Publishing a report that examined the Government’s draft Code of Recommended Practice on Local Authority Publicity, the Committee called on the Government to commission an independent inquiry to quantify the impact of council papers on the independent press – a plea which seems to have now been ignored.
Responding to today’s proposals, the National Union of Journalists condemned a move which it said could lead to many journalists working on local authority publications losing their jobs.
Jeremy Dear, general secretary of the NUJ, said: “Today’s announcement is undemocratic and perverse and shows what a sham the consultation really was.
“The committee found no evidence to back up Eric Pickles’ wild assertions. It called for a fair and independent assessment of the impact of such publications on local newspapers. Eric Pickles has chosen not to deal with the facts but to display gross ignorance and bias.”

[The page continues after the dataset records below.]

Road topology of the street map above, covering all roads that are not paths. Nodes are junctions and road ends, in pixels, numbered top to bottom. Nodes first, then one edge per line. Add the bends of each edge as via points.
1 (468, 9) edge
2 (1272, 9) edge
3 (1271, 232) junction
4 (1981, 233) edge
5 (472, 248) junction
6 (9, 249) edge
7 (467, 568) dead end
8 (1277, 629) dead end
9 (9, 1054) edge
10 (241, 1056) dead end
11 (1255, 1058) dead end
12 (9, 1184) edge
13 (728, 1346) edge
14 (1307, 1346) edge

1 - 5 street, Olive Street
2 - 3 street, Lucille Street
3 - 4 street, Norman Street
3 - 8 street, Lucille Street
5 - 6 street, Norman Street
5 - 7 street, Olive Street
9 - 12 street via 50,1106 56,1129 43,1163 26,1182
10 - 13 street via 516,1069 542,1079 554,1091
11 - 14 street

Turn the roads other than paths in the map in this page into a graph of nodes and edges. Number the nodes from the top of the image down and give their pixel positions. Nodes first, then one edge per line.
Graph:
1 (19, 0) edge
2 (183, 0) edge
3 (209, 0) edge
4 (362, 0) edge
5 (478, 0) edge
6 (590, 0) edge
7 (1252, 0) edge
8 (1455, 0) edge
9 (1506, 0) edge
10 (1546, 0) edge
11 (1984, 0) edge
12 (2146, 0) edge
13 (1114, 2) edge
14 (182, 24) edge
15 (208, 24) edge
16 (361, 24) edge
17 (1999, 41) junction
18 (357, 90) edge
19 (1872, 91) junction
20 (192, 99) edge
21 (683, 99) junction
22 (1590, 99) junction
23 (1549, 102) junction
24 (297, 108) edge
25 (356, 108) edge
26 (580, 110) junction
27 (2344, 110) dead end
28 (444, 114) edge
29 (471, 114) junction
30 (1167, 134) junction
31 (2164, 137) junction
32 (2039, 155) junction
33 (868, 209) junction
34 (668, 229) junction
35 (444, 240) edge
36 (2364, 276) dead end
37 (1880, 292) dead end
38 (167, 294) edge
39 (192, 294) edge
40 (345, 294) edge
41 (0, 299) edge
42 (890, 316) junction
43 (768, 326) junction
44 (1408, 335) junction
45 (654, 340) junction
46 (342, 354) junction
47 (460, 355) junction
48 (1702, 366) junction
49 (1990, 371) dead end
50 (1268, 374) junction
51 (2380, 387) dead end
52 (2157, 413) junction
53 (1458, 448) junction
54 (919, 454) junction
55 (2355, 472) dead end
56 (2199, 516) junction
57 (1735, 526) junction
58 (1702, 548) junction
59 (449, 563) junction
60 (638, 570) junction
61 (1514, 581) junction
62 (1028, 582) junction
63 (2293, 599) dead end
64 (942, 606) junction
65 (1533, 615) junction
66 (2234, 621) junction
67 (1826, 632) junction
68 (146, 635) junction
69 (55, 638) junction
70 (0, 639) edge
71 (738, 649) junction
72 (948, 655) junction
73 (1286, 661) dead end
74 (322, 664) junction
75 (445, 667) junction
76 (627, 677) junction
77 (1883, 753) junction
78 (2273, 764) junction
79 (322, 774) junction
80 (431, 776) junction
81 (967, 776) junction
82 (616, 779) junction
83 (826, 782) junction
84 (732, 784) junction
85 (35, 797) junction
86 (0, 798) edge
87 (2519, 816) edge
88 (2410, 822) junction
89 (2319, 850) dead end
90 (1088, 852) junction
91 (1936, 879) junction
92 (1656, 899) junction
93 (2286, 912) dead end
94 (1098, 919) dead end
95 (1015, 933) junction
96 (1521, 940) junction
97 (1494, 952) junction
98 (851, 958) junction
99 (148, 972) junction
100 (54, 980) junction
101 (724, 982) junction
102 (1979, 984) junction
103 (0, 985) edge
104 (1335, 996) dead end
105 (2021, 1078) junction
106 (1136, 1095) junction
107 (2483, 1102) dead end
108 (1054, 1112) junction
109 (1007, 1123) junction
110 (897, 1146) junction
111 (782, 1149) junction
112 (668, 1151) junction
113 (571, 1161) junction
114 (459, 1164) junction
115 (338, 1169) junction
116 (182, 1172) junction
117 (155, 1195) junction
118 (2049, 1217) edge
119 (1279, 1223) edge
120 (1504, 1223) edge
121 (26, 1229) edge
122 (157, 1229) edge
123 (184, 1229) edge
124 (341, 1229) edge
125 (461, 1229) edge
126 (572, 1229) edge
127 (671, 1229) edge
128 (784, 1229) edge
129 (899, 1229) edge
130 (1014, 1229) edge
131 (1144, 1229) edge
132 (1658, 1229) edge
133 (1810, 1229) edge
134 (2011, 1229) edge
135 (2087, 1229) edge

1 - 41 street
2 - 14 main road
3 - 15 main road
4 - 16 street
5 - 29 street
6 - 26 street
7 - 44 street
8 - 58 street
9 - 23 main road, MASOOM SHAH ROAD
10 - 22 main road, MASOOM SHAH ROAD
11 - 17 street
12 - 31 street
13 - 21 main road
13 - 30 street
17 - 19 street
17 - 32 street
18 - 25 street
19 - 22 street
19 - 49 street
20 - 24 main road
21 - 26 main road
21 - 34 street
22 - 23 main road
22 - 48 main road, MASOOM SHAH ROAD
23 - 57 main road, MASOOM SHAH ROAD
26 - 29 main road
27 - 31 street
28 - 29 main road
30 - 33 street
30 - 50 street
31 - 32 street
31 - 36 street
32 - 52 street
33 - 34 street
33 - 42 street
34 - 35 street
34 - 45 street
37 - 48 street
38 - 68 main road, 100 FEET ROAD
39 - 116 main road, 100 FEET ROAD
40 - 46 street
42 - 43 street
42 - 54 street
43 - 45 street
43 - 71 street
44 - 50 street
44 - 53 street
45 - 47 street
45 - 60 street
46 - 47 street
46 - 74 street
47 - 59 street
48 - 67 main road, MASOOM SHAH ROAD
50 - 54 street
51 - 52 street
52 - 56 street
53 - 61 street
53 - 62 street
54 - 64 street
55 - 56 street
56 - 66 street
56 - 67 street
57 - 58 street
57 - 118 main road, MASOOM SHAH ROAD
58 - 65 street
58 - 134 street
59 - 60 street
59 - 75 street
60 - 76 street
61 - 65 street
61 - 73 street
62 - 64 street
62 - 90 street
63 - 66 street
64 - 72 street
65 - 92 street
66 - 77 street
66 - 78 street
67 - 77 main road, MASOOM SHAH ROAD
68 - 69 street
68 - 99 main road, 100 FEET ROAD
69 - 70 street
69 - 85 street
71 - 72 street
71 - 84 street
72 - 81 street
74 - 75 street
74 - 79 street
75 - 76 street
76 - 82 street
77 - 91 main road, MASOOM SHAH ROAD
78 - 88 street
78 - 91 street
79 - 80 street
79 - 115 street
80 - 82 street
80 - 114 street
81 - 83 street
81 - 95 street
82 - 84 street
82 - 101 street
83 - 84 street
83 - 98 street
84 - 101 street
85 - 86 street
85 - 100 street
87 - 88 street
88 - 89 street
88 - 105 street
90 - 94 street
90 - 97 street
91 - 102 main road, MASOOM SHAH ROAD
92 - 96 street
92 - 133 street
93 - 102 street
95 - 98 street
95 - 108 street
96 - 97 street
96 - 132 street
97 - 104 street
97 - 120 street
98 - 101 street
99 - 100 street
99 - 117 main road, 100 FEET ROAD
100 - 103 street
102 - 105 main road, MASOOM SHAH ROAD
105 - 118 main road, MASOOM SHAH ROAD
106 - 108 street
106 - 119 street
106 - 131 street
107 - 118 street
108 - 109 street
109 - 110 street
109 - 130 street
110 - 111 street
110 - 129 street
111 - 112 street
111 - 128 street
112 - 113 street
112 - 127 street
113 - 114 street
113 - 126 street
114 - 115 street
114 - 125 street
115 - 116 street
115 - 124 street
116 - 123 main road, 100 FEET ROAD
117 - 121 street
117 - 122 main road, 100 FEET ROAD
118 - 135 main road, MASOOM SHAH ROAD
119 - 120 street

Baroness Margaret Eaton, chairman of the Local Government Association, said: “If the Department for Communities and Local Government was truly committed to localism it would not be introducing draconian rules dictating to councils how often they are allowed to share information with residents.
“It is extremely disappointing that ministers have failed to make any significant amendments to the code following consultation, and appear to have ignored the advice of their own MPs.
“Newsletters delivered to people’s homes have consistently proved to be the cheapest way for councils to directly communicate with residents and keep people informed about local services.
“The Communities and Local Government select committee found there was scant evidence of council publications competing unfairly with local newspapers.
“Most are distributed between four and six times a year and pose no threat to the local press, on whom the growth of the internet has had a far greater impact.
“It is extraordinary that Government ministers have chosen to ignore this and take such a heavy-handed approach. Not only are these rules completely unnecessary, but they have the potential to harm local democracy and drive up the amount of money councils will have to spend on advertising to fulfil their legal requirements.
“We strongly agreed with the Communities Secretary when he said in one of his first speeches that no-one working in local government signed up to be told what to do for the rest of their lives by Whitehall.”